Stored data entries
----

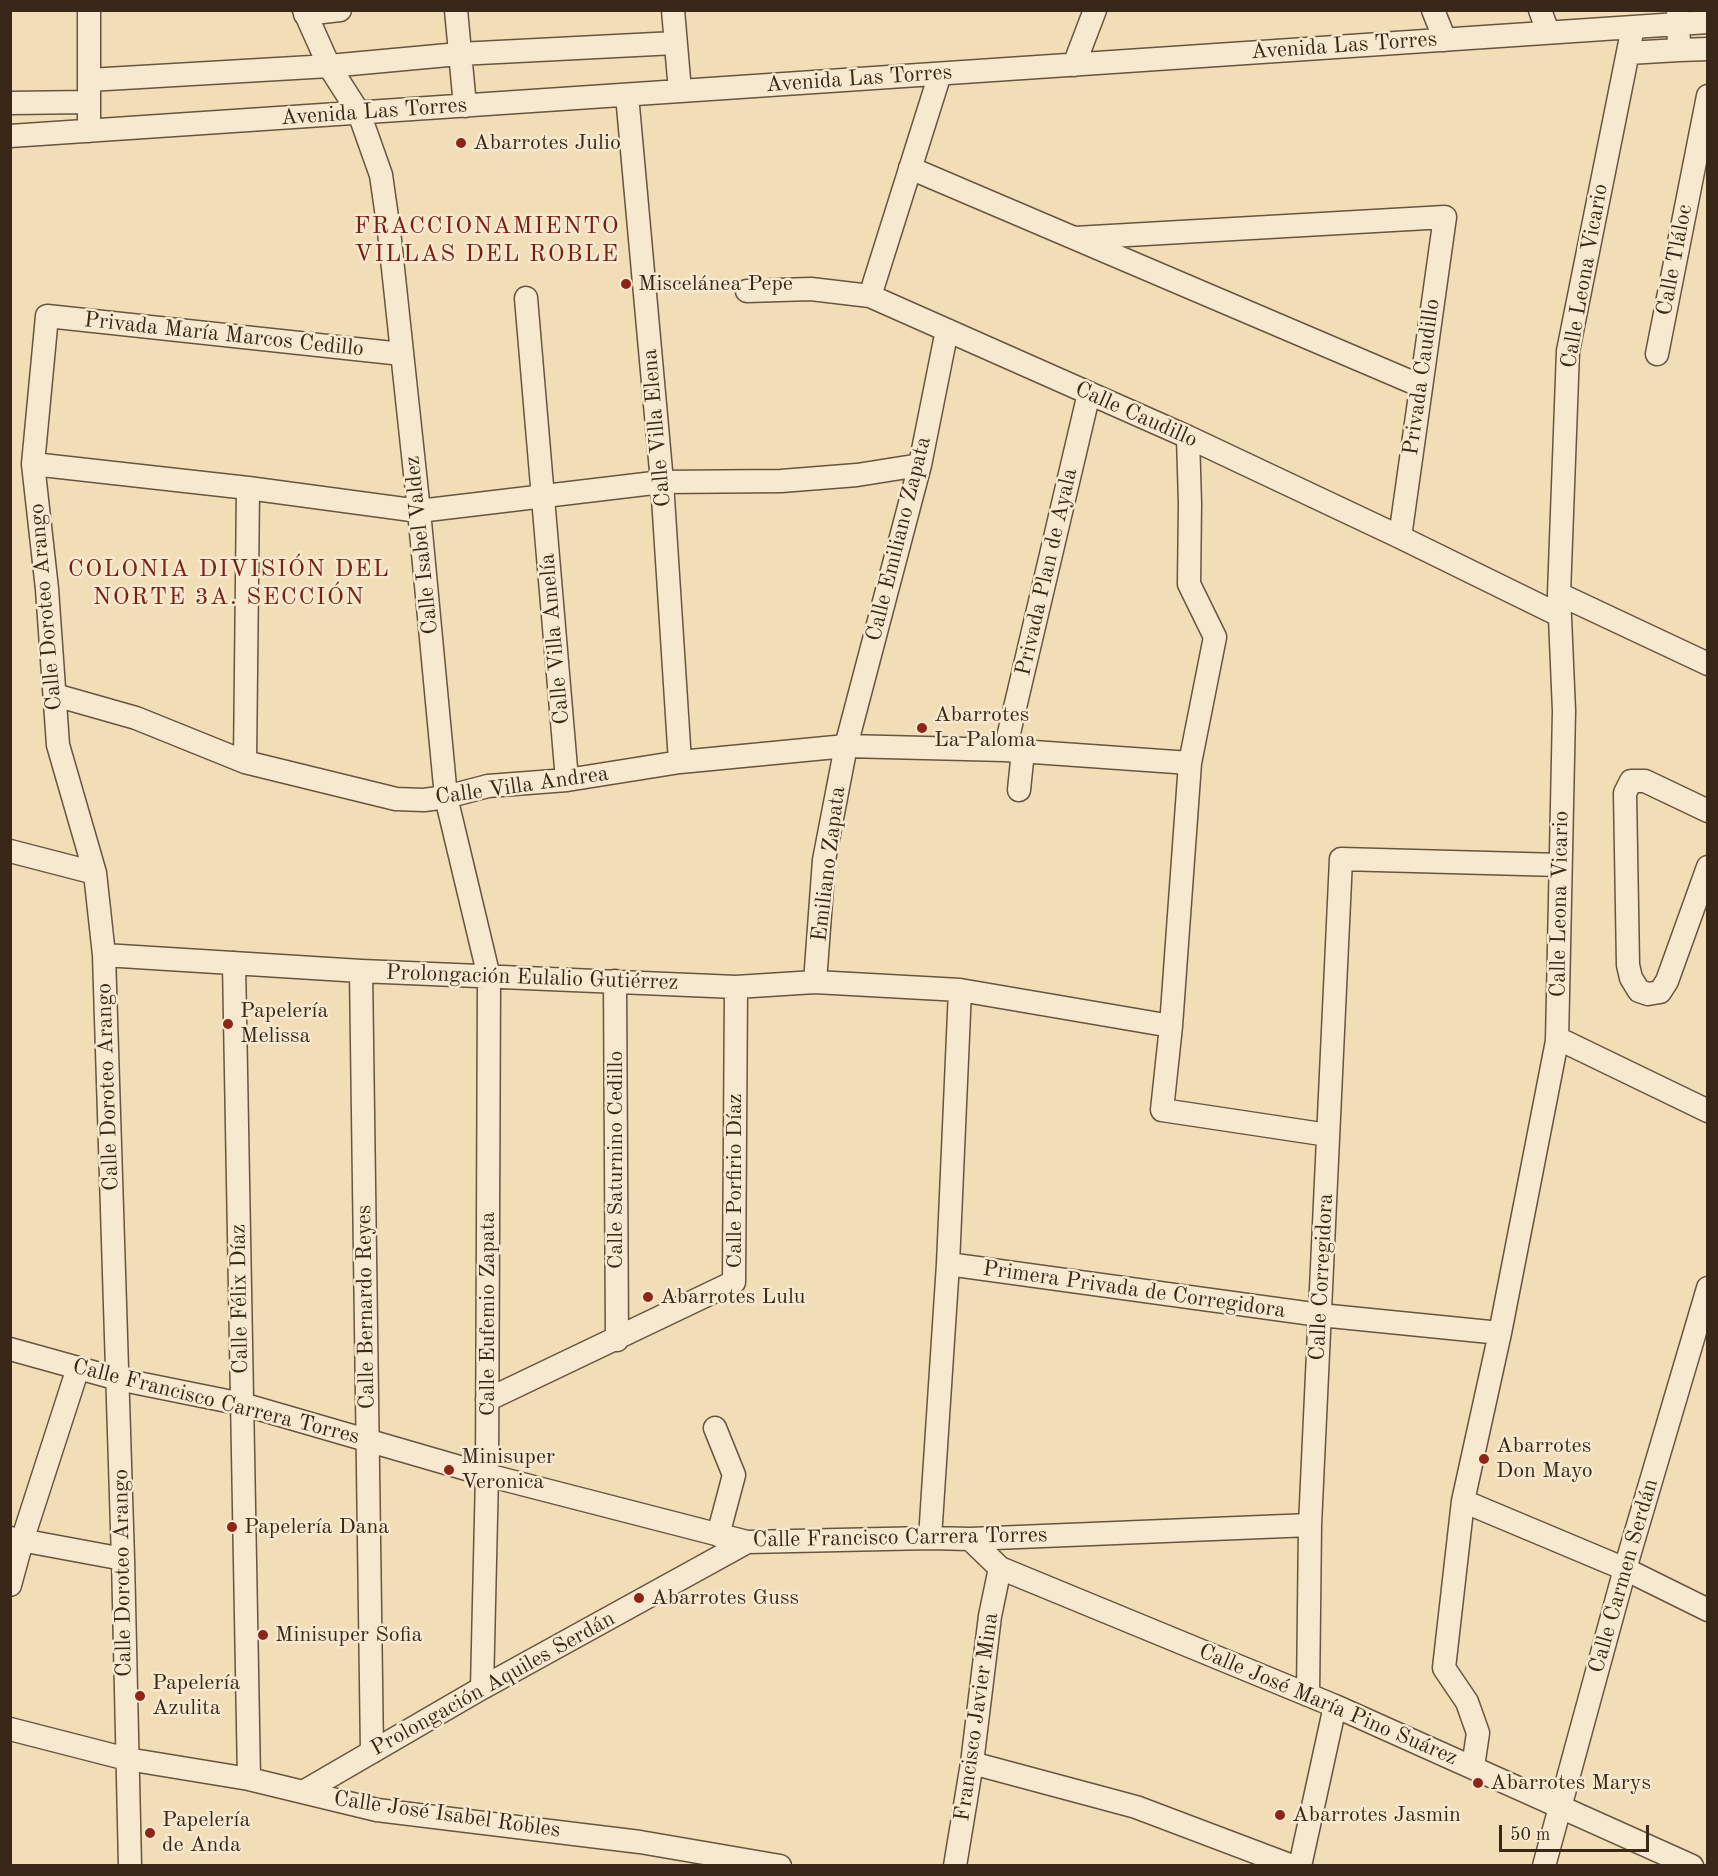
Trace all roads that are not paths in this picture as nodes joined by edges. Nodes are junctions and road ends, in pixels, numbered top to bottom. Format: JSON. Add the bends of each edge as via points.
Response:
{"nodes":[{"id":1,"x":89,"y":10,"type":"edge"},
{"id":2,"x":340,"y":10,"type":"edge"},
{"id":3,"x":456,"y":10,"type":"edge"},
{"id":4,"x":673,"y":10,"type":"edge"},
{"id":5,"x":1095,"y":10,"type":"edge"},
{"id":6,"x":1433,"y":10,"type":"edge"},
{"id":7,"x":1540,"y":10,"type":"edge"},
{"id":8,"x":304,"y":12,"type":"edge"},
{"id":9,"x":1678,"y":17,"type":"edge"},
{"id":10,"x":1707,"y":22,"type":"edge"},
{"id":11,"x":1634,"y":27,"type":"junction"},
{"id":12,"x":1548,"y":32,"type":"junction"},
{"id":13,"x":1445,"y":40,"type":"junction"},
{"id":14,"x":675,"y":43,"type":"junction"},
{"id":15,"x":1707,"y":49,"type":"edge"},
{"id":16,"x":1679,"y":50,"type":"junction"},
{"id":17,"x":1628,"y":53,"type":"junction"},
{"id":18,"x":459,"y":54,"type":"junction"},
{"id":19,"x":1074,"y":64,"type":"junction"},
{"id":20,"x":329,"y":66,"type":"junction"},
{"id":21,"x":940,"y":74,"type":"junction"},
{"id":22,"x":89,"y":91,"type":"junction"},
{"id":23,"x":680,"y":91,"type":"junction"},
{"id":24,"x":627,"y":94,"type":"junction"},
{"id":25,"x":1707,"y":96,"type":"edge"},
{"id":26,"x":10,"y":103,"type":"edge"},
{"id":27,"x":465,"y":106,"type":"junction"},
{"id":28,"x":359,"y":113,"type":"junction"},
{"id":29,"x":89,"y":131,"type":"junction"},
{"id":30,"x":10,"y":136,"type":"edge"},
{"id":31,"x":910,"y":168,"type":"junction"},
{"id":32,"x":1075,"y":238,"type":"junction"},
{"id":33,"x":747,"y":291,"type":"dead end"},
{"id":34,"x":870,"y":296,"type":"junction"},
{"id":35,"x":526,"y":298,"type":"dead end"},
{"id":36,"x":47,"y":316,"type":"joint"},
{"id":37,"x":947,"y":330,"type":"junction"},
{"id":38,"x":402,"y":354,"type":"junction"},
{"id":39,"x":1656,"y":354,"type":"dead end"},
{"id":40,"x":1421,"y":386,"type":"junction"},
{"id":41,"x":1089,"y":393,"type":"junction"},
{"id":42,"x":1188,"y":437,"type":"junction"},
{"id":43,"x":33,"y":464,"type":"junction"},
{"id":44,"x":920,"y":465,"type":"junction"},
{"id":45,"x":662,"y":482,"type":"junction"},
{"id":46,"x":248,"y":488,"type":"junction"},
{"id":47,"x":543,"y":497,"type":"junction"},
{"id":48,"x":419,"y":511,"type":"junction"},
{"id":49,"x":1400,"y":537,"type":"junction"},
{"id":50,"x":1559,"y":605,"type":"junction"},
{"id":51,"x":1707,"y":664,"type":"edge"},
{"id":52,"x":55,"y":695,"type":"junction"},
{"id":53,"x":846,"y":746,"type":"junction"},
{"id":54,"x":1014,"y":750,"type":"junction"},
{"id":55,"x":245,"y":762,"type":"junction"},
{"id":56,"x":681,"y":762,"type":"junction"},
{"id":57,"x":1190,"y":764,"type":"junction"},
{"id":58,"x":567,"y":780,"type":"junction"},
{"id":59,"x":1019,"y":790,"type":"dead end"},
{"id":60,"x":446,"y":797,"type":"junction"},
{"id":61,"x":1707,"y":811,"type":"edge"},
{"id":62,"x":10,"y":851,"type":"edge"},
{"id":63,"x":1560,"y":866,"type":"junction"},
{"id":64,"x":1707,"y":867,"type":"edge"},
{"id":65,"x":96,"y":873,"type":"junction"},
{"id":66,"x":104,"y":955,"type":"junction"},
{"id":67,"x":234,"y":963,"type":"junction"},
{"id":68,"x":361,"y":971,"type":"junction"},
{"id":69,"x":489,"y":977,"type":"junction"},
{"id":70,"x":615,"y":981,"type":"junction"},
{"id":71,"x":815,"y":982,"type":"junction"},
{"id":72,"x":736,"y":987,"type":"junction"},
{"id":73,"x":960,"y":990,"type":"junction"},
{"id":74,"x":1171,"y":1026,"type":"junction"},
{"id":75,"x":1557,"y":1038,"type":"junction"},
{"id":76,"x":1707,"y":1111,"type":"edge"},
{"id":77,"x":1328,"y":1135,"type":"junction"},
{"id":78,"x":948,"y":1264,"type":"junction"},
{"id":79,"x":1707,"y":1288,"type":"edge"},
{"id":80,"x":1320,"y":1315,"type":"junction"},
{"id":81,"x":1500,"y":1333,"type":"junction"},
{"id":82,"x":617,"y":1340,"type":"junction"},
{"id":83,"x":10,"y":1349,"type":"edge"},
{"id":84,"x":78,"y":1368,"type":"junction"},
{"id":85,"x":118,"y":1379,"type":"junction"},
{"id":86,"x":487,"y":1400,"type":"junction"},
{"id":87,"x":242,"y":1404,"type":"junction"},
{"id":88,"x":715,"y":1428,"type":"dead end"},
{"id":89,"x":368,"y":1440,"type":"junction"},
{"id":90,"x":487,"y":1475,"type":"junction"},
{"id":91,"x":1463,"y":1501,"type":"junction"},
{"id":92,"x":1310,"y":1525,"type":"junction"},
{"id":93,"x":718,"y":1535,"type":"junction"},
{"id":94,"x":930,"y":1538,"type":"junction"},
{"id":95,"x":970,"y":1539,"type":"junction"},
{"id":96,"x":16,"y":1540,"type":"edge"},
{"id":97,"x":747,"y":1542,"type":"junction"},
{"id":98,"x":123,"y":1558,"type":"junction"},
{"id":99,"x":1000,"y":1568,"type":"junction"},
{"id":100,"x":1625,"y":1569,"type":"junction"},
{"id":101,"x":10,"y":1585,"type":"edge"},
{"id":102,"x":1707,"y":1610,"type":"edge"},
{"id":103,"x":482,"y":1688,"type":"junction"},
{"id":104,"x":1308,"y":1695,"type":"junction"},
{"id":105,"x":1335,"y":1706,"type":"junction"},
{"id":106,"x":10,"y":1729,"type":"edge"},
{"id":107,"x":372,"y":1752,"type":"junction"},
{"id":108,"x":127,"y":1760,"type":"junction"},
{"id":109,"x":972,"y":1763,"type":"junction"},
{"id":110,"x":1473,"y":1767,"type":"junction"},
{"id":111,"x":249,"y":1779,"type":"junction"},
{"id":112,"x":303,"y":1792,"type":"junction"},
{"id":113,"x":1559,"y":1806,"type":"junction"},
{"id":114,"x":130,"y":1866,"type":"edge"},
{"id":115,"x":780,"y":1866,"type":"edge"},
{"id":116,"x":955,"y":1866,"type":"edge"},
{"id":117,"x":1292,"y":1866,"type":"edge"},
{"id":118,"x":1300,"y":1866,"type":"edge"},
{"id":119,"x":1544,"y":1866,"type":"edge"},
{"id":120,"x":1692,"y":1866,"type":"edge"}],
"edges":[{"from":1,"to":22,"type":"street"},
{"from":2,"to":8,"type":"street"},
{"from":3,"to":18,"type":"street"},
{"from":4,"to":14,"type":"street"},
{"from":5,"to":19,"type":"street"},
{"from":6,"to":13,"type":"street"},
{"from":7,"to":12,"type":"street"},
{"from":8,"to":20,"type":"street","name":"Calle Isabel Valdez"},
{"from":9,"to":10,"type":"street","name":"Avenida Las Torres"},
{"from":9,"to":11,"type":"street","name":"Avenida Las Torres"},
{"from":9,"to":16,"type":"street"},
{"from":11,"to":12,"type":"street","name":"Avenida Las Torres"},
{"from":11,"to":17,"type":"street","name":"Calle Leona Vicario"},
{"from":12,"to":13,"type":"street","name":"Avenida Las Torres"},
{"from":13,"to":19,"type":"street","name":"Avenida Las Torres"},
{"from":14,"to":18,"type":"street"},
{"from":14,"to":23,"type":"street"},
{"from":15,"to":16,"type":"street"},
{"from":16,"to":17,"type":"street"},
{"from":17,"to":50,"type":"street","name":"Calle Leona Vicario","via":[[1568,351]]},
{"from":18,"to":20,"type":"street"},
{"from":18,"to":27,"type":"street"},
{"from":19,"to":21,"type":"street","name":"Avenida Las Torres"},
{"from":20,"to":22,"type":"street"},
{"from":20,"to":28,"type":"street","name":"Calle Isabel Valdez"},
{"from":21,"to":23,"type":"street","name":"Avenida Las Torres"},
{"from":21,"to":31,"type":"street"},
{"from":22,"to":26,"type":"street"},
{"from":22,"to":29,"type":"street"},
{"from":23,"to":24,"type":"street","name":"Avenida Las Torres"},
{"from":24,"to":27,"type":"street","name":"Avenida Las Torres"},
{"from":24,"to":45,"type":"street","name":"Calle Villa Elena"},
{"from":25,"to":39,"type":"street","name":"Calle Tláloc"},
{"from":27,"to":28,"type":"street","name":"Avenida Las Torres"},
{"from":28,"to":29,"type":"street","name":"Avenida Las Torres"},
{"from":28,"to":38,"type":"street","name":"Calle Isabel Valdez","via":[[381,174]]},
{"from":29,"to":30,"type":"street","name":"Avenida Las Torres"},
{"from":31,"to":32,"type":"street"},
{"from":31,"to":34,"type":"street"},
{"from":32,"to":40,"type":"street"},
{"from":32,"to":40,"type":"street","name":"Privada Caudillo","via":[[1445,217]]},
{"from":33,"to":34,"type":"street","name":"Calle Caudillo","via":[[812,289]]},
{"from":34,"to":37,"type":"street","name":"Calle Caudillo"},
{"from":35,"to":47,"type":"street","name":"Calle Villa Amelía"},
{"from":36,"to":38,"type":"street","name":"Privada María Marcos Cedillo"},
{"from":36,"to":43,"type":"street","name":"Calle Doroteo Arango"},
{"from":37,"to":41,"type":"street","name":"Calle Caudillo"},
{"from":37,"to":44,"type":"street","name":"Calle Emiliano Zapata"},
{"from":38,"to":48,"type":"street","name":"Calle Isabel Valdez"},
{"from":40,"to":49,"type":"street","name":"Privada Caudillo"},
{"from":41,"to":42,"type":"street","name":"Calle Caudillo"},
{"from":41,"to":54,"type":"street","name":"Privada Plan de Ayala"},
{"from":42,"to":49,"type":"street","name":"Calle Caudillo"},
{"from":42,"to":57,"type":"street","via":[[1189,584],[1215,637]]},
{"from":43,"to":46,"type":"street"},
{"from":43,"to":52,"type":"street","name":"Calle Doroteo Arango"},
{"from":44,"to":45,"type":"street","via":[[782,481]]},
{"from":44,"to":53,"type":"street","name":"Calle Emiliano Zapata"},
{"from":45,"to":47,"type":"street"},
{"from":45,"to":56,"type":"street","name":"Calle Villa Elena"},
{"from":46,"to":48,"type":"street"},
{"from":46,"to":55,"type":"street"},
{"from":47,"to":48,"type":"street"},
{"from":47,"to":58,"type":"street","name":"Calle Villa Amelía"},
{"from":48,"to":60,"type":"street","name":"Calle Isabel Valdez"},
{"from":49,"to":50,"type":"street","name":"Calle Caudillo"},
{"from":50,"to":51,"type":"street","name":"Calle Caudillo"},
{"from":50,"to":63,"type":"street","name":"Calle Leona Vicario","via":[[1564,711]]},
{"from":52,"to":55,"type":"street","name":"Calle Villa Andrea","via":[[136,717]]},
{"from":52,"to":65,"type":"street","name":"Calle Doroteo Arango","via":[[58,745]]},
{"from":53,"to":54,"type":"street","name":"Calle Villa Andrea"},
{"from":53,"to":56,"type":"street","name":"Calle Villa Andrea"},
{"from":53,"to":71,"type":"street","name":"Emiliano Zapata","via":[[824,860]]},
{"from":54,"to":57,"type":"street","name":"Calle Villa Andrea"},
{"from":54,"to":59,"type":"street","name":"Privada Plan de Ayala"},
{"from":55,"to":60,"type":"street","name":"Calle Villa Andrea","via":[[396,799]]},
{"from":56,"to":58,"type":"street","name":"Calle Villa Andrea"},
{"from":57,"to":74,"type":"street"},
{"from":58,"to":60,"type":"street","name":"Calle Villa Andrea","via":[[488,786]]},
{"from":60,"to":69,"type":"street","name":"Calle Isabel Valdez"},
{"from":61,"to":64,"type":"street","via":[[1645,781],[1631,781],[1625,793],[1628,964],[1630,978],[1639,991],[1660,992],[1667,981]]},
{"from":62,"to":65,"type":"street"},
{"from":63,"to":75,"type":"street","name":"Calle Leona Vicario"},
{"from":63,"to":77,"type":"street","name":"Calle Corregidora","via":[[1341,859]]},
{"from":65,"to":66,"type":"street","name":"Calle Doroteo Arango"},
{"from":66,"to":67,"type":"street","name":"Prolongación Eulalio Gutiérrez"},
{"from":66,"to":85,"type":"street","name":"Calle Doroteo Arango"},
{"from":67,"to":68,"type":"street","name":"Prolongación Eulalio Gutiérrez"},
{"from":67,"to":87,"type":"street","name":"Calle Félix Díaz"},
{"from":68,"to":69,"type":"street","name":"Prolongación Eulalio Gutiérrez"},
{"from":68,"to":89,"type":"street","name":"Calle Bernardo Reyes"},
{"from":69,"to":70,"type":"street","name":"Prolongación Eulalio Gutiérrez"},
{"from":69,"to":86,"type":"street","name":"Calle Eufemio Zapata"},
{"from":70,"to":72,"type":"street","name":"Prolongación Eulalio Gutiérrez"},
{"from":70,"to":82,"type":"street","name":"Calle Saturnino Cedillo"},
{"from":71,"to":72,"type":"street","name":"Prolongación Eulalio Gutiérrez"},
{"from":71,"to":73,"type":"street","name":"Prolongación Eulalio Gutiérrez"},
{"from":72,"to":82,"type":"street","name":"Calle Porfirio Díaz","via":[[734,1282]]},
{"from":73,"to":74,"type":"street","name":"Prolongación Eulalio Gutiérrez"},
{"from":73,"to":78,"type":"street"},
{"from":74,"to":77,"type":"street","via":[[1162,1110]]},
{"from":75,"to":76,"type":"street"},
{"from":75,"to":81,"type":"street","name":"Calle Leona Vicario"},
{"from":77,"to":80,"type":"street","name":"Calle Corregidora"},
{"from":78,"to":80,"type":"street","name":"Primera Privada de Corregidora"},
{"from":78,"to":94,"type":"street"},
{"from":79,"to":100,"type":"street","name":"Calle Carmen Serdán"},
{"from":80,"to":81,"type":"street","name":"Primera Privada de Corregidora"},
{"from":80,"to":92,"type":"street","name":"Calle Corregidora"},
{"from":81,"to":91,"type":"street","name":"Calle Leona Vicario"},
{"from":82,"to":86,"type":"street","name":"Calle Porfirio Díaz"},
{"from":83,"to":84,"type":"street","name":"Calle Francisco Carrera Torres"},
{"from":84,"to":85,"type":"street","name":"Calle Francisco Carrera Torres"},
{"from":84,"to":96,"type":"street"},
{"from":85,"to":87,"type":"street","name":"Calle Francisco Carrera Torres"},
{"from":85,"to":98,"type":"street","name":"Calle Doroteo Arango"},
{"from":86,"to":90,"type":"street","name":"Calle Eufemio Zapata"},
{"from":87,"to":89,"type":"street","name":"Calle Francisco Carrera Torres"},
{"from":87,"to":111,"type":"street","name":"Calle Félix Díaz"},
{"from":88,"to":93,"type":"street","via":[[734,1475]]},
{"from":89,"to":90,"type":"street","name":"Calle Francisco Carrera Torres"},
{"from":89,"to":107,"type":"street","name":"Calle Bernardo Reyes"},
{"from":90,"to":93,"type":"street","name":"Calle Francisco Carrera Torres"},
{"from":90,"to":103,"type":"street","name":"Calle Eufemio Zapata"},
{"from":91,"to":100,"type":"street"},
{"from":91,"to":110,"type":"street","name":"Calle Leona Vicario","via":[[1444,1668],[1467,1702],[1478,1733]]},
{"from":92,"to":95,"type":"street","name":"Calle Francisco Carrera Torres"},
{"from":92,"to":104,"type":"street","name":"Calle Corregidora"},
{"from":93,"to":97,"type":"street","name":"Calle Francisco Carrera Torres"},
{"from":94,"to":95,"type":"street","name":"Calle Francisco Carrera Torres"},
{"from":94,"to":97,"type":"street","name":"Calle Francisco Carrera Torres"},
{"from":95,"to":99,"type":"street","name":"Calle José María Pino Suárez"},
{"from":96,"to":98,"type":"street"},
{"from":96,"to":101,"type":"street"},
{"from":97,"to":103,"type":"street","name":"Prolongación Aquiles Serdán"},
{"from":98,"to":108,"type":"street","name":"Calle Doroteo Arango"},
{"from":99,"to":104,"type":"street","name":"Calle José María Pino Suárez"},
{"from":99,"to":109,"type":"street","name":"Francisco Javier Mina","via":[[990,1616]]},
{"from":100,"to":102,"type":"street"},
{"from":100,"to":113,"type":"street","name":"Calle Carmen Serdán"},
{"from":103,"to":107,"type":"street","name":"Prolongación Aquiles Serdán"},
{"from":104,"to":105,"type":"street","name":"Calle José María Pino Suárez"},
{"from":105,"to":110,"type":"street","name":"Calle José María Pino Suárez"},
{"from":105,"to":118,"type":"street"},
{"from":106,"to":108,"type":"street","name":"Calle José Isabel Robles"},
{"from":107,"to":112,"type":"street","name":"Prolongación Aquiles Serdán"},
{"from":108,"to":111,"type":"street","name":"Calle José Isabel Robles"},
{"from":108,"to":114,"type":"street","name":"Calle Doroteo Arango"},
{"from":109,"to":116,"type":"street","name":"Francisco Javier Mina"},
{"from":109,"to":117,"type":"street","via":[[1137,1807]]},
{"from":110,"to":113,"type":"street","name":"Calle José María Pino Suárez"},
{"from":111,"to":112,"type":"street","name":"Calle José Isabel Robles"},
{"from":112,"to":115,"type":"street","name":"Calle José Isabel Robles","via":[[377,1810],[639,1842]]},
{"from":113,"to":119,"type":"street","name":"Calle Carmen Serdán"},
{"from":113,"to":120,"type":"street","name":"Calle José María Pino Suárez"}]}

----

» **Requirement**: What is the number of lines in the data that hold the word "Ayala"? Reply with that number and nothing else.

» **Response**: 2